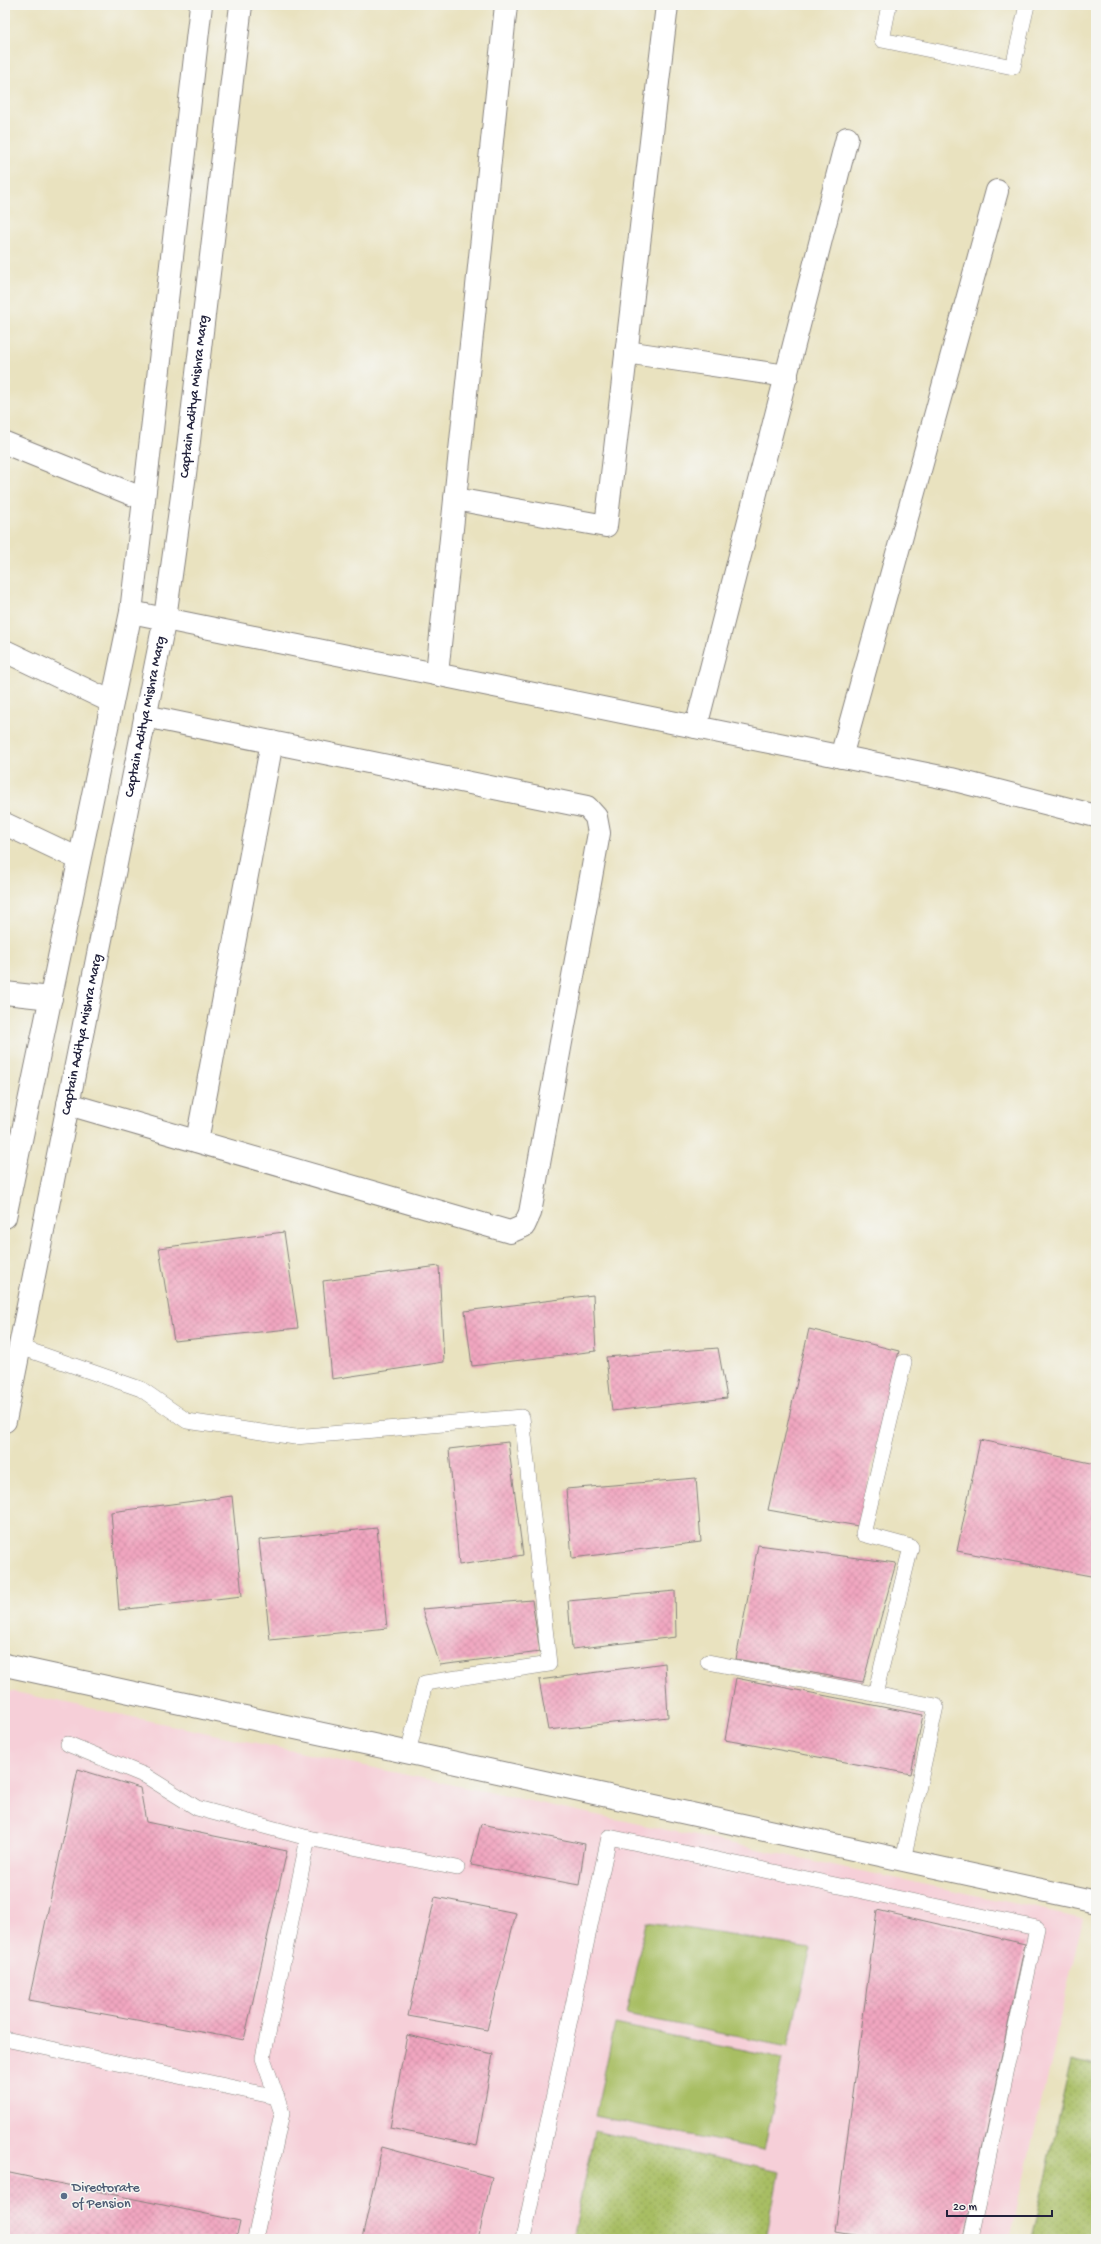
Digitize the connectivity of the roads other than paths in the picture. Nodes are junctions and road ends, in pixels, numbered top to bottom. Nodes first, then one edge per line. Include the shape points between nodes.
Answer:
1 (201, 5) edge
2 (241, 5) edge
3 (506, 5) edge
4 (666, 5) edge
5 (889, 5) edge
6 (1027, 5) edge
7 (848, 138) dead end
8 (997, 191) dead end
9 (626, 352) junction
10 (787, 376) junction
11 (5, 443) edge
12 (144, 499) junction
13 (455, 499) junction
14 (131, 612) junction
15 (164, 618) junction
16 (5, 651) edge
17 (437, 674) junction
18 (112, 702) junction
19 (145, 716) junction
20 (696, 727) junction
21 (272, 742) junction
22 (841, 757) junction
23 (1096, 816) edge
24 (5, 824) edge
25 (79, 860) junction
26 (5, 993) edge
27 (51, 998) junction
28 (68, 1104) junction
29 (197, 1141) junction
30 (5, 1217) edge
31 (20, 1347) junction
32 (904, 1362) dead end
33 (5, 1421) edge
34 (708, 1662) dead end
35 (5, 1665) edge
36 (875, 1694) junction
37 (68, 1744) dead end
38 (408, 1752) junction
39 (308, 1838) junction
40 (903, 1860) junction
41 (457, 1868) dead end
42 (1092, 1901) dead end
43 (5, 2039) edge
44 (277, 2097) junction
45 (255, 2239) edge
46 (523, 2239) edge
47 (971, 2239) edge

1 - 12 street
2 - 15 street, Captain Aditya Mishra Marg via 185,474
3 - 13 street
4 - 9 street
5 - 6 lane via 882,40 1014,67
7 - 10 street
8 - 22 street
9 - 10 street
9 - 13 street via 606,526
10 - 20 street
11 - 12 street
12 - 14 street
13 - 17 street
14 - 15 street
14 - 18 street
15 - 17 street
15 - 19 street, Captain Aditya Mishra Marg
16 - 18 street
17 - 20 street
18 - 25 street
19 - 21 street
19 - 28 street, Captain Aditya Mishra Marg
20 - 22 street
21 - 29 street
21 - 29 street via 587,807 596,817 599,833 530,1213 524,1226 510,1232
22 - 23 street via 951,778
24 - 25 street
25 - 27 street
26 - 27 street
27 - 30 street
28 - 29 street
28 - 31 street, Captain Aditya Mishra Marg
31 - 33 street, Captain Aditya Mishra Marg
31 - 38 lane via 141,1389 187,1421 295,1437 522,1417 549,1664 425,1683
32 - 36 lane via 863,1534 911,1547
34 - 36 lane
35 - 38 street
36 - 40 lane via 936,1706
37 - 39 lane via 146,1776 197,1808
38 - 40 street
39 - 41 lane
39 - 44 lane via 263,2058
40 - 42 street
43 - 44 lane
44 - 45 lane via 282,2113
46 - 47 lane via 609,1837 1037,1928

|---|

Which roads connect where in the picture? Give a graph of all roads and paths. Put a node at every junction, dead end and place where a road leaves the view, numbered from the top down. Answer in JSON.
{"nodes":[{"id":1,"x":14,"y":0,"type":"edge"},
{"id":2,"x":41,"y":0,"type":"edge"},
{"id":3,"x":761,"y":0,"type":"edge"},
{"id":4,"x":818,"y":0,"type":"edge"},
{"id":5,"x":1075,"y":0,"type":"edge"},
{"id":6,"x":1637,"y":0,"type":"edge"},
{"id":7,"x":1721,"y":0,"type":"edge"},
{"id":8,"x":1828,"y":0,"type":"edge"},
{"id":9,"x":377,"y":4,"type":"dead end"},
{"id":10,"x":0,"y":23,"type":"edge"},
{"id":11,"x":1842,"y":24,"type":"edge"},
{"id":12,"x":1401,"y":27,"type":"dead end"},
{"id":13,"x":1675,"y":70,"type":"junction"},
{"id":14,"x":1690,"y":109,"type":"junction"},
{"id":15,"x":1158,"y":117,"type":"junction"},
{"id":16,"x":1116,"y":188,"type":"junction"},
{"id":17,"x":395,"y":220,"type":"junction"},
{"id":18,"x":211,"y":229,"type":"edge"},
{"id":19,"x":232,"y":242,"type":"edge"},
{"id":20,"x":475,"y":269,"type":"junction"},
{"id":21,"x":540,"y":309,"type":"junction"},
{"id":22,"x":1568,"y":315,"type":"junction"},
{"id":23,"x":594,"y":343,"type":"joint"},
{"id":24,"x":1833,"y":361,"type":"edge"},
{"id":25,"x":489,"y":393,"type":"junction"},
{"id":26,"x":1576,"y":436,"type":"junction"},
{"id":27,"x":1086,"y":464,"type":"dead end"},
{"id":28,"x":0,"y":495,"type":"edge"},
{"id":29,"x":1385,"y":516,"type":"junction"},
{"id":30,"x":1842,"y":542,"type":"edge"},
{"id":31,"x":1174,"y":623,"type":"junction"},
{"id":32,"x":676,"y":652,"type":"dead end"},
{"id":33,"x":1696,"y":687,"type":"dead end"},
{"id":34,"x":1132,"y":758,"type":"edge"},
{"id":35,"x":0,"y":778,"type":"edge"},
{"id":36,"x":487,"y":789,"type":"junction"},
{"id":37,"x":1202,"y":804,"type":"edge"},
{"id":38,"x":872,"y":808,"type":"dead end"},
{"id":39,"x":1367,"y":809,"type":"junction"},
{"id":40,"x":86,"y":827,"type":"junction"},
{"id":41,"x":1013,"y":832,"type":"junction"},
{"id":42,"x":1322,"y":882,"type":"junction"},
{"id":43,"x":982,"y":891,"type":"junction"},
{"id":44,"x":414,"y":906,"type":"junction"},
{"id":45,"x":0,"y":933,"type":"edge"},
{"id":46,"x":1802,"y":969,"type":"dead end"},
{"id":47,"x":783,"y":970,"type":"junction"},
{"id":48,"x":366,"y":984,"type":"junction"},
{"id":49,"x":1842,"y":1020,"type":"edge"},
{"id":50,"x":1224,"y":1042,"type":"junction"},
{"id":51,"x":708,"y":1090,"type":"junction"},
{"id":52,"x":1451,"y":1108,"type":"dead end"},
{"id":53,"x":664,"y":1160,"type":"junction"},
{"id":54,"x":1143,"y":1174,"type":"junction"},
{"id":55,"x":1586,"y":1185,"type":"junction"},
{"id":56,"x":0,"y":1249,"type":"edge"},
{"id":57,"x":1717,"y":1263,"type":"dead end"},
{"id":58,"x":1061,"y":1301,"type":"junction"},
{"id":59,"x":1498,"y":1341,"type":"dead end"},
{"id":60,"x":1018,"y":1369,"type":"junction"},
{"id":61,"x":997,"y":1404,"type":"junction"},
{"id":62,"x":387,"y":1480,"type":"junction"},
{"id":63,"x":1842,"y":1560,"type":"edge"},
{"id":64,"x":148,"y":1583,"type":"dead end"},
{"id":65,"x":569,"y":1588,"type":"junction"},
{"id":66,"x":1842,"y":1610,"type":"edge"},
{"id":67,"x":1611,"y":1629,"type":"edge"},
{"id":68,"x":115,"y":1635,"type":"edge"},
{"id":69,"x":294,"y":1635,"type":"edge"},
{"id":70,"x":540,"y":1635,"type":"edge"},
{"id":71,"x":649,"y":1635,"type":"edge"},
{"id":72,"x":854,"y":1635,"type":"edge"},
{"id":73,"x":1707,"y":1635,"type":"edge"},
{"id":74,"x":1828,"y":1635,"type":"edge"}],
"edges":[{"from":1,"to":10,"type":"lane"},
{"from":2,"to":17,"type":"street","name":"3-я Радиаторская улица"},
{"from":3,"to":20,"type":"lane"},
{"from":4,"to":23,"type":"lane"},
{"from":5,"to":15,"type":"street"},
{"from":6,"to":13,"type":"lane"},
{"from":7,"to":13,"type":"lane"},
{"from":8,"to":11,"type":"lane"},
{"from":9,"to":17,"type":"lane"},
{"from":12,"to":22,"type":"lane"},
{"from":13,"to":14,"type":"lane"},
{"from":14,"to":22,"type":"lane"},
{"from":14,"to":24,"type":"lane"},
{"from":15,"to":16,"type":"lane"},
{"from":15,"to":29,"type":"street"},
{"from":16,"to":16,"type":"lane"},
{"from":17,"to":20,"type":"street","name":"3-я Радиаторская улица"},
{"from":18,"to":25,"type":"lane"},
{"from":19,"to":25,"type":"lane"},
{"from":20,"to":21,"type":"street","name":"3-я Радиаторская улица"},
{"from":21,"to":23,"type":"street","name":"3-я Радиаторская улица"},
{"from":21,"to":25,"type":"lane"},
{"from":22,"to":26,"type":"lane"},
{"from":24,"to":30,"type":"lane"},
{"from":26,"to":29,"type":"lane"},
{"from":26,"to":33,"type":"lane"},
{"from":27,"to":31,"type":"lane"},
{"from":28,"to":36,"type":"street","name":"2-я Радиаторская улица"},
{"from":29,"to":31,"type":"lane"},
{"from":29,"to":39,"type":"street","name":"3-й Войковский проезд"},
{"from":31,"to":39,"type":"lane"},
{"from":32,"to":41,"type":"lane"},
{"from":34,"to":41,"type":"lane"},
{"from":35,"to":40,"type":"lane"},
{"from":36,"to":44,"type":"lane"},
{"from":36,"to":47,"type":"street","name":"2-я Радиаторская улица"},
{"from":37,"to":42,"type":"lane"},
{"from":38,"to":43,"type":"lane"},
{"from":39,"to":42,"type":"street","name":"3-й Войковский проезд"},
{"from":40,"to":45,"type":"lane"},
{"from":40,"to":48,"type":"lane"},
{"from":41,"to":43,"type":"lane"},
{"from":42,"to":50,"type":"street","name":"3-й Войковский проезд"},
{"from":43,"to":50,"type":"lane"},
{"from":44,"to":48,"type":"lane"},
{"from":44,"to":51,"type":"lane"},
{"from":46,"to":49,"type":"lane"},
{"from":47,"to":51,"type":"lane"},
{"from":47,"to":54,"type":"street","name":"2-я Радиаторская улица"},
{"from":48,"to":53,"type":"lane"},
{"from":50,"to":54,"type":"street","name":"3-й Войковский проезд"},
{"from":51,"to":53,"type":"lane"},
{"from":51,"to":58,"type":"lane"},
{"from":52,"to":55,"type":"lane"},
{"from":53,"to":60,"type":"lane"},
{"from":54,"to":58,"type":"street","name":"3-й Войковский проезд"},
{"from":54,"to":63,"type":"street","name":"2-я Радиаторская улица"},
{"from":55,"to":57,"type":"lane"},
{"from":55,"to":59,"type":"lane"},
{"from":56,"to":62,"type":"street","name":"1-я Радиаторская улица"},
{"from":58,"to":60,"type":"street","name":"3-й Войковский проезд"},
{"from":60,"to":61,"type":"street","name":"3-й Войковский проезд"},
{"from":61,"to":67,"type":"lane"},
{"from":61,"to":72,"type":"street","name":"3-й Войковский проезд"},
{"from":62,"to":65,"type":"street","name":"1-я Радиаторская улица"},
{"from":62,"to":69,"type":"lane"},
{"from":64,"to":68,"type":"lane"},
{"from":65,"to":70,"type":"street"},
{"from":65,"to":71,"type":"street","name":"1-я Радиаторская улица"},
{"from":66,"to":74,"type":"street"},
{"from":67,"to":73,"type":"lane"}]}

|---|

**What you have to do:** Search the lines above for the string "picture", then show every one that has it.

**Task output:**
Digitize the connectivity of the roads other than paths in the picture. Nodes are junctions and road ends, in pixels, numbered top to bottom. Nodes first, then one edge per line. Include the shape points between nodes.
Which roads connect where in the picture? Give a graph of all roads and paths. Put a node at every junction, dead end and place where a road leaves the view, numbered from the top down. Answer in JSON.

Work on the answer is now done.